Alaska arts worker says she lost job over her governor posts
A former employee of the Alaska State Council on the Arts said she lost her position due to her online support for a campaign to remove the governor from office.
Keren Lowell said she lost her job when Republican Gov. Mike Dunleavy vetoed the agency’s budget earlier this year, The Anchorage Daily News reported Thursday.
When the state Legislature restored the council’s funding, Lowell received notification she would not be restored to her position, she said.
The Alaska chapter of the American Civil Liberties Union said it sent a letter to Dunleavy’s administration claiming Lowell was the subject of unlawful retaliation.
The letter was a precursor to a potential lawsuit, ACLU of Alaska Legal Director Stephen Koteff said.
Megan Edge, a spokeswoman for the ACLU of Alaska, said by email that the letter sent Thursday “is the same as a notice of intent to sue. It is essentially the first step in the legal process.

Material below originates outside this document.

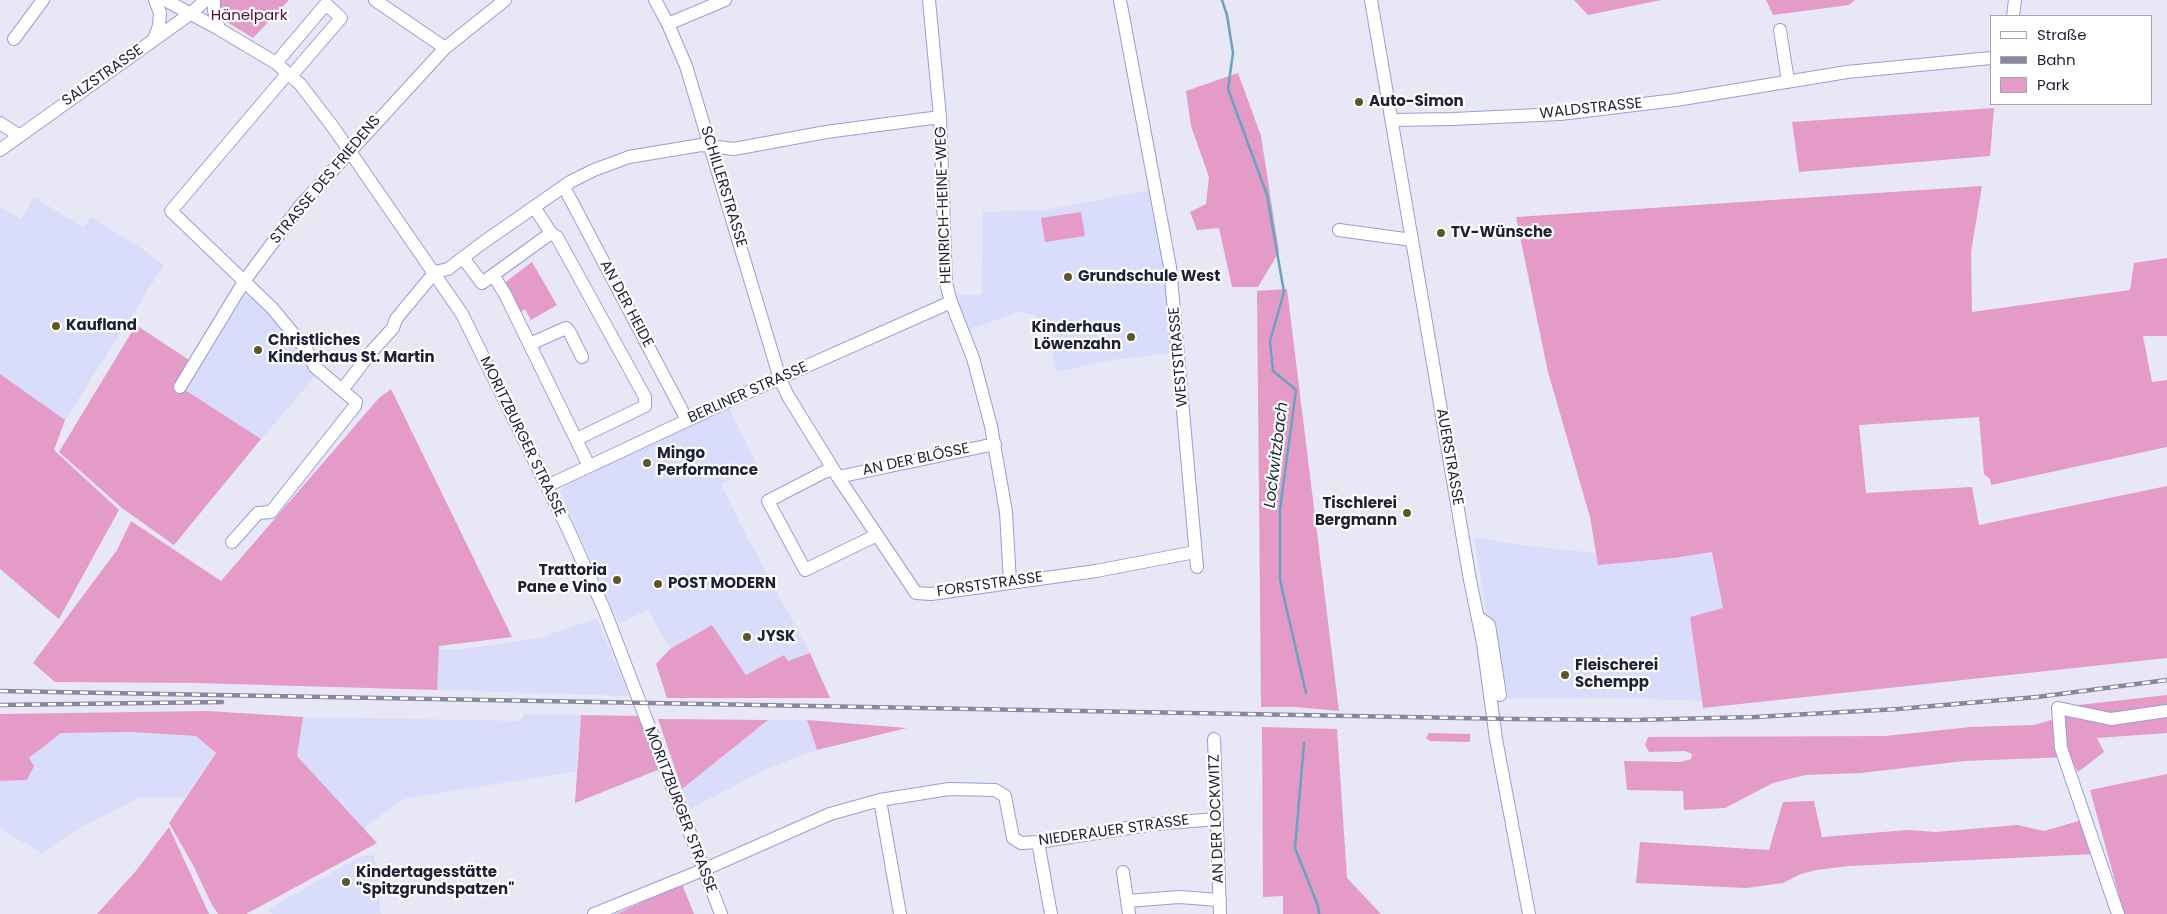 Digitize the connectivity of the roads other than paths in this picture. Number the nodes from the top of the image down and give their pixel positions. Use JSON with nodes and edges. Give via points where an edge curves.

The demand letter gives the defendants our notice of intent, but also an opportunity to settle outside of court.” The letter set a Jan. 9 deadline to receive a response from the governor.
The ACLU’s claims are based on a September email to Lowell from the arts council’s Executive Director Andrea Noble, which Lowell shared with the newspaper, saying the decision not to rehire Lowell “is related to statements made on social media about the governor.”

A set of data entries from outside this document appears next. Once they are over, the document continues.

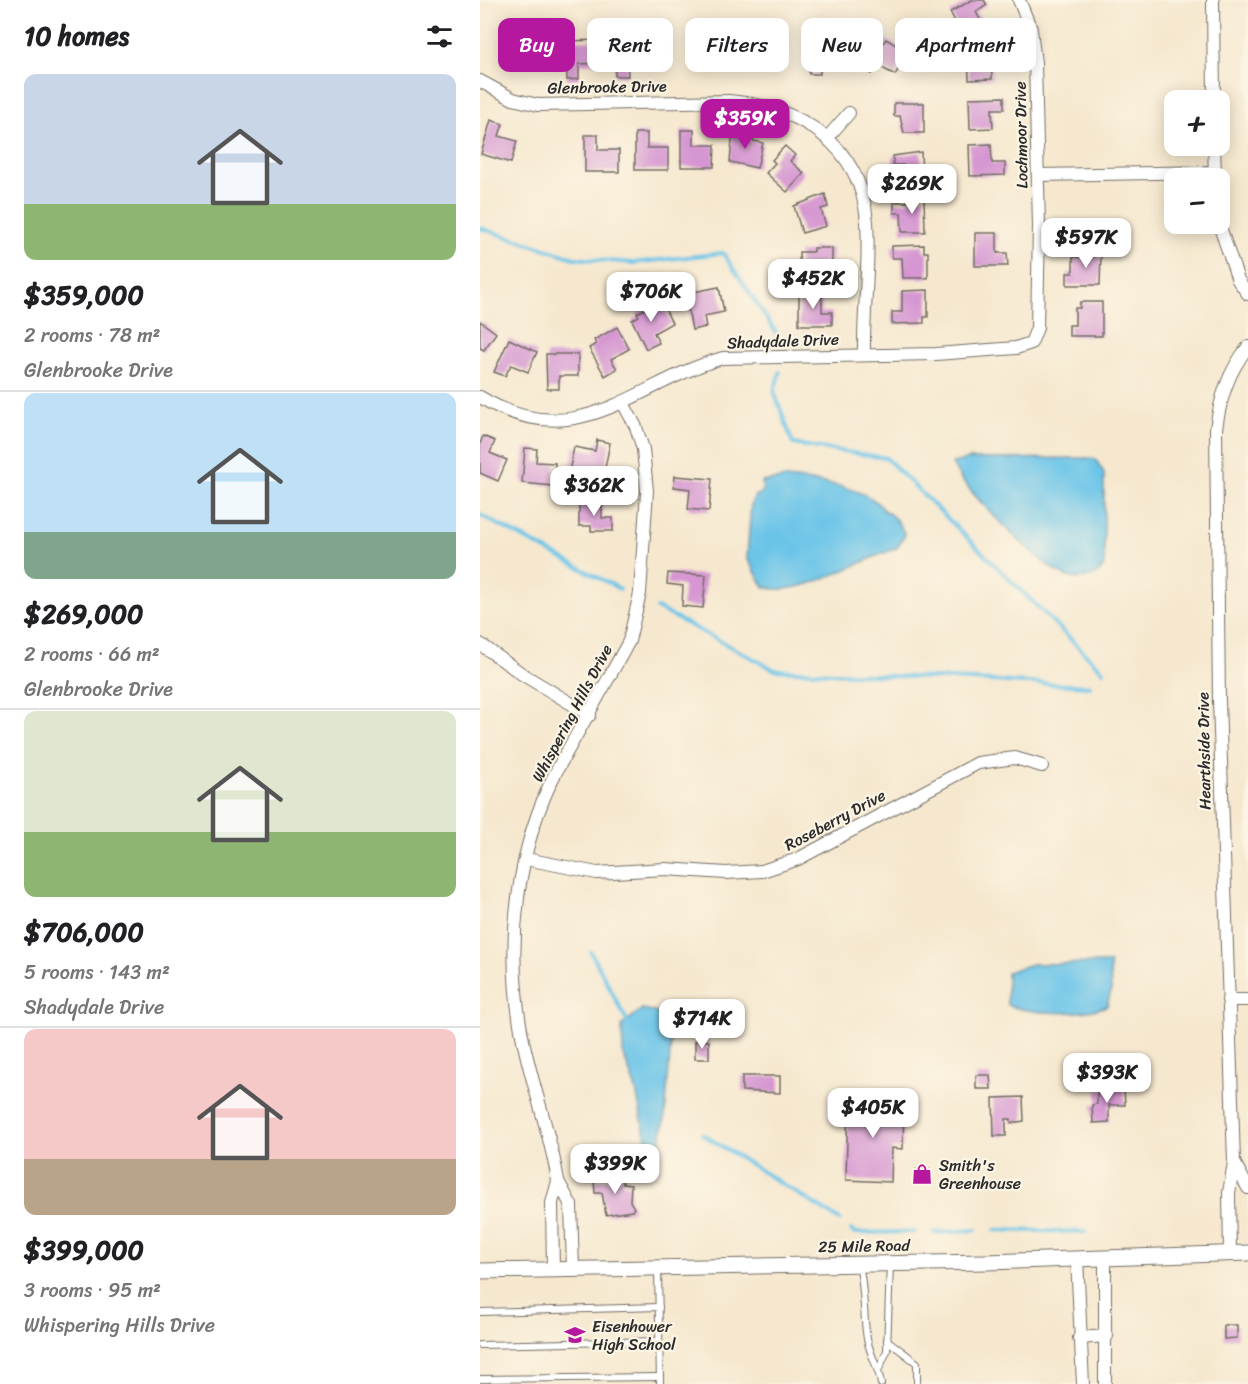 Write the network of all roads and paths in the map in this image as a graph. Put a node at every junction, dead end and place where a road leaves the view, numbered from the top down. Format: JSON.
{"nodes":[{"id":1,"x":1020,"y":0,"type":"edge"},
{"id":2,"x":1213,"y":0,"type":"edge"},
{"id":3,"x":480,"y":81,"type":"edge"},
{"id":4,"x":1214,"y":90,"type":"edge"},
{"id":5,"x":849,"y":113,"type":"dead end"},
{"id":6,"x":828,"y":137,"type":"junction"},
{"id":7,"x":1038,"y":175,"type":"junction"},
{"id":8,"x":1164,"y":175,"type":"edge"},
{"id":9,"x":1222,"y":234,"type":"edge"},
{"id":10,"x":1248,"y":294,"type":"edge"},
{"id":11,"x":1031,"y":343,"type":"joint"},
{"id":12,"x":1248,"y":347,"type":"edge"},
{"id":13,"x":864,"y":355,"type":"junction"},
{"id":14,"x":480,"y":397,"type":"edge"},
{"id":15,"x":623,"y":403,"type":"junction"},
{"id":16,"x":480,"y":644,"type":"edge"},
{"id":17,"x":590,"y":715,"type":"junction"},
{"id":18,"x":1042,"y":766,"type":"dead end"},
{"id":19,"x":526,"y":860,"type":"junction"},
{"id":20,"x":1228,"y":1000,"type":"junction"},
{"id":21,"x":1248,"y":1000,"type":"edge"},
{"id":22,"x":1234,"y":1162,"type":"junction"},
{"id":23,"x":558,"y":1181,"type":"junction"},
{"id":24,"x":1248,"y":1188,"type":"edge"},
{"id":25,"x":1230,"y":1253,"type":"junction"},
{"id":26,"x":1248,"y":1253,"type":"edge"},
{"id":27,"x":1105,"y":1257,"type":"junction"},
{"id":28,"x":1077,"y":1258,"type":"junction"},
{"id":29,"x":890,"y":1263,"type":"junction"},
{"id":30,"x":859,"y":1264,"type":"junction"},
{"id":31,"x":658,"y":1268,"type":"junction"},
{"id":32,"x":552,"y":1270,"type":"junction"},
{"id":33,"x":573,"y":1270,"type":"junction"},
{"id":34,"x":480,"y":1271,"type":"edge"},
{"id":35,"x":659,"y":1307,"type":"junction"},
{"id":36,"x":480,"y":1312,"type":"edge"},
{"id":37,"x":1107,"y":1336,"type":"junction"},
{"id":38,"x":1079,"y":1338,"type":"junction"},
{"id":39,"x":887,"y":1340,"type":"junction"},
{"id":40,"x":659,"y":1341,"type":"junction"},
{"id":41,"x":480,"y":1345,"type":"edge"},
{"id":42,"x":879,"y":1369,"type":"junction"},
{"id":43,"x":480,"y":1379,"type":"edge"},
{"id":44,"x":660,"y":1380,"type":"edge"},
{"id":45,"x":881,"y":1384,"type":"edge"},
{"id":46,"x":917,"y":1384,"type":"edge"},
{"id":47,"x":1083,"y":1384,"type":"edge"},
{"id":48,"x":1105,"y":1384,"type":"edge"}],
"edges":[{"from":1,"to":7,"type":"street","name":"Lochmoor Drive"},
{"from":2,"to":4,"type":"street"},
{"from":3,"to":6,"type":"street","name":"Glenbrooke Drive"},
{"from":5,"to":6,"type":"street"},
{"from":6,"to":13,"type":"street","name":"Glenbrooke Drive"},
{"from":7,"to":8,"type":"street"},
{"from":7,"to":11,"type":"street","name":"Lochmoor Drive"},
{"from":9,"to":10,"type":"street"},
{"from":11,"to":13,"type":"street","name":"Shadydale Drive"},
{"from":12,"to":20,"type":"street","name":"Hearthside Drive"},
{"from":13,"to":15,"type":"street","name":"Shadydale Drive"},
{"from":14,"to":15,"type":"street","name":"Shadydale Drive"},
{"from":15,"to":17,"type":"street","name":"Whispering Hills Drive"},
{"from":16,"to":17,"type":"street"},
{"from":17,"to":19,"type":"street","name":"Whispering Hills Drive"},
{"from":18,"to":19,"type":"street","name":"Roseberry Drive"},
{"from":19,"to":23,"type":"street","name":"Whispering Hills Drive"},
{"from":20,"to":21,"type":"street"},
{"from":20,"to":22,"type":"street","name":"Hearthside Drive"},
{"from":22,"to":24,"type":"street","name":"Hearthside Drive"},
{"from":22,"to":25,"type":"street","name":"Hearthside Drive"},
{"from":23,"to":32,"type":"street","name":"Whispering Hills Drive"},
{"from":23,"to":33,"type":"street","name":"Whispering Hills Drive"},
{"from":25,"to":26,"type":"street","name":"25 Mile Road"},
{"from":25,"to":27,"type":"street","name":"25 Mile Road"},
{"from":27,"to":28,"type":"street","name":"25 Mile Road"},
{"from":27,"to":37,"type":"street"},
{"from":28,"to":29,"type":"street","name":"25 Mile Road"},
{"from":28,"to":38,"type":"street"},
{"from":29,"to":30,"type":"street","name":"25 Mile Road"},
{"from":29,"to":39,"type":"lane"},
{"from":30,"to":31,"type":"street","name":"25 Mile Road"},
{"from":30,"to":42,"type":"lane"},
{"from":31,"to":33,"type":"street","name":"25 Mile Road"},
{"from":31,"to":35,"type":"lane"},
{"from":32,"to":33,"type":"street","name":"25 Mile Road"},
{"from":32,"to":34,"type":"street","name":"25 Mile Road"},
{"from":35,"to":36,"type":"lane"},
{"from":35,"to":40,"type":"lane"},
{"from":37,"to":38,"type":"street"},
{"from":37,"to":48,"type":"street"},
{"from":38,"to":47,"type":"street"},
{"from":39,"to":42,"type":"lane"},
{"from":39,"to":46,"type":"lane"},
{"from":40,"to":41,"type":"lane"},
{"from":40,"to":44,"type":"lane"},
{"from":42,"to":45,"type":"lane"},
{"from":43,"to":44,"type":"lane"}]}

The decision was made by the governor’s director of boards and commissions, meaning the governor and his chief of staff may not be aware of the issue, ACLU officials said.
Jeff Turner, the governor’s deputy communications director, said the letter had not yet been received.
Alaska law prohibits the use of political beliefs in making hiring decision for state jobs. But that protection does not apply to some exempt jobs including Lowell’s arts council position.
The claims by Lowell and the ACLU are principally based on First Amendment grounds, not state law, they said.
“My role with the state as a public servant does not mean I have to surrender my First Amendment rights,” Lowell said.
While she made some political posts online while still an employee, “it wasn’t until I was released from state service that I became more active,” Lowell said.
The ACLU’s Koteff said the state “doesn’t have the right to make determinations about who will work for state government based upon whether they think their politics are acceptable.”